Work order:
Copy every record verbatim but exclude the pictures.

Top of Recorded data

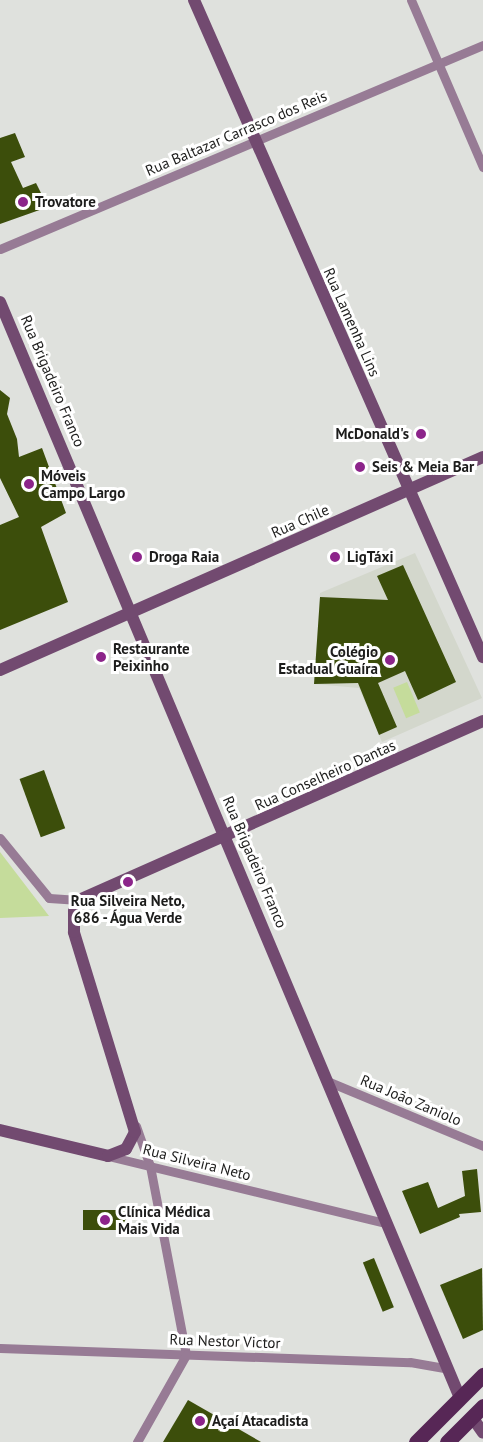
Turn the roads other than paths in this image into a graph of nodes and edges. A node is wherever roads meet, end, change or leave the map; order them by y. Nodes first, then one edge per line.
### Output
1 (194, 0) edge
2 (411, 0) edge
3 (483, 45) edge
4 (438, 64) junction
5 (256, 140) junction
6 (483, 167) edge
7 (0, 249) edge
8 (0, 302) edge
9 (483, 457) edge
10 (409, 489) junction
11 (130, 612) junction
12 (483, 657) edge
13 (0, 669) edge
14 (483, 721) edge
15 (224, 836) junction
16 (0, 838) edge
17 (79, 900) junction
18 (327, 1081) junction
19 (135, 1123) junction
20 (0, 1130) edge
21 (483, 1146) edge
22 (108, 1156) junction
23 (150, 1166) junction
24 (386, 1224) junction
25 (0, 1348) edge
26 (186, 1355) junction
27 (448, 1369) junction
28 (483, 1375) edge
29 (460, 1398) junction
30 (483, 1406) edge
31 (472, 1417) junction
32 (483, 1432) edge
33 (137, 1442) edge
34 (416, 1442) edge
35 (447, 1442) edge

1 - 5 main road, Rua Lamenha Lins
2 - 4 street
3 - 4 street, Rua Baltazar Carrasco dos Reis
4 - 5 street, Rua Baltazar Carrasco dos Reis
4 - 6 street
5 - 7 street, Rua Baltazar Carrasco dos Reis
5 - 10 main road, Rua Lamenha Lins
8 - 11 main road, Rua Brigadeiro Franco
9 - 10 main road, Rua Chile
10 - 11 main road, Rua Chile
10 - 12 main road, Rua Lamenha Lins
11 - 13 main road, Rua Chile
11 - 15 main road, Rua Brigadeiro Franco
14 - 15 main road, Rua Conselheiro Dantas
15 - 17 main road, Rua Conselheiro Dantas
15 - 18 main road, Rua Brigadeiro Franco
16 - 17 street
17 - 19 main road
18 - 21 street, Rua João Zaniolo
18 - 24 main road, Rua Brigadeiro Franco
19 - 22 main road
19 - 23 street
20 - 22 main road, Rua Silveira Neto
22 - 23 street, Rua Silveira Neto
23 - 24 street, Rua Silveira Neto
23 - 26 street
24 - 27 main road, Rua Brigadeiro Franco
25 - 26 street, Rua Nestor Victor
26 - 27 street, Rua Nestor Victor
26 - 33 street
27 - 29 main road, Rua Brigadeiro Franco
28 - 29 main road
29 - 31 main road, Rua Brigadeiro Franco
29 - 34 main road
30 - 31 main road
31 - 32 main road, Rua Brigadeiro Franco
31 - 35 main road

Bottom of Recorded data

Response to the exercise:
Turn the roads other than paths in this image into a graph of nodes and edges. A node is wherever roads meet, end, change or leave the map; order them by y. Nodes first, then one edge per line.
### Output
1 (194, 0) edge
2 (411, 0) edge
3 (483, 45) edge
4 (438, 64) junction
5 (256, 140) junction
6 (483, 167) edge
7 (0, 249) edge
8 (0, 302) edge
9 (483, 457) edge
10 (409, 489) junction
11 (130, 612) junction
12 (483, 657) edge
13 (0, 669) edge
14 (483, 721) edge
15 (224, 836) junction
16 (0, 838) edge
17 (79, 900) junction
18 (327, 1081) junction
19 (135, 1123) junction
20 (0, 1130) edge
21 (483, 1146) edge
22 (108, 1156) junction
23 (150, 1166) junction
24 (386, 1224) junction
25 (0, 1348) edge
26 (186, 1355) junction
27 (448, 1369) junction
28 (483, 1375) edge
29 (460, 1398) junction
30 (483, 1406) edge
31 (472, 1417) junction
32 (483, 1432) edge
33 (137, 1442) edge
34 (416, 1442) edge
35 (447, 1442) edge

1 - 5 main road, Rua Lamenha Lins
2 - 4 street
3 - 4 street, Rua Baltazar Carrasco dos Reis
4 - 5 street, Rua Baltazar Carrasco dos Reis
4 - 6 street
5 - 7 street, Rua Baltazar Carrasco dos Reis
5 - 10 main road, Rua Lamenha Lins
8 - 11 main road, Rua Brigadeiro Franco
9 - 10 main road, Rua Chile
10 - 11 main road, Rua Chile
10 - 12 main road, Rua Lamenha Lins
11 - 13 main road, Rua Chile
11 - 15 main road, Rua Brigadeiro Franco
14 - 15 main road, Rua Conselheiro Dantas
15 - 17 main road, Rua Conselheiro Dantas
15 - 18 main road, Rua Brigadeiro Franco
16 - 17 street
17 - 19 main road
18 - 21 street, Rua João Zaniolo
18 - 24 main road, Rua Brigadeiro Franco
19 - 22 main road
19 - 23 street
20 - 22 main road, Rua Silveira Neto
22 - 23 street, Rua Silveira Neto
23 - 24 street, Rua Silveira Neto
23 - 26 street
24 - 27 main road, Rua Brigadeiro Franco
25 - 26 street, Rua Nestor Victor
26 - 27 street, Rua Nestor Victor
26 - 33 street
27 - 29 main road, Rua Brigadeiro Franco
28 - 29 main road
29 - 31 main road, Rua Brigadeiro Franco
29 - 34 main road
30 - 31 main road
31 - 32 main road, Rua Brigadeiro Franco
31 - 35 main road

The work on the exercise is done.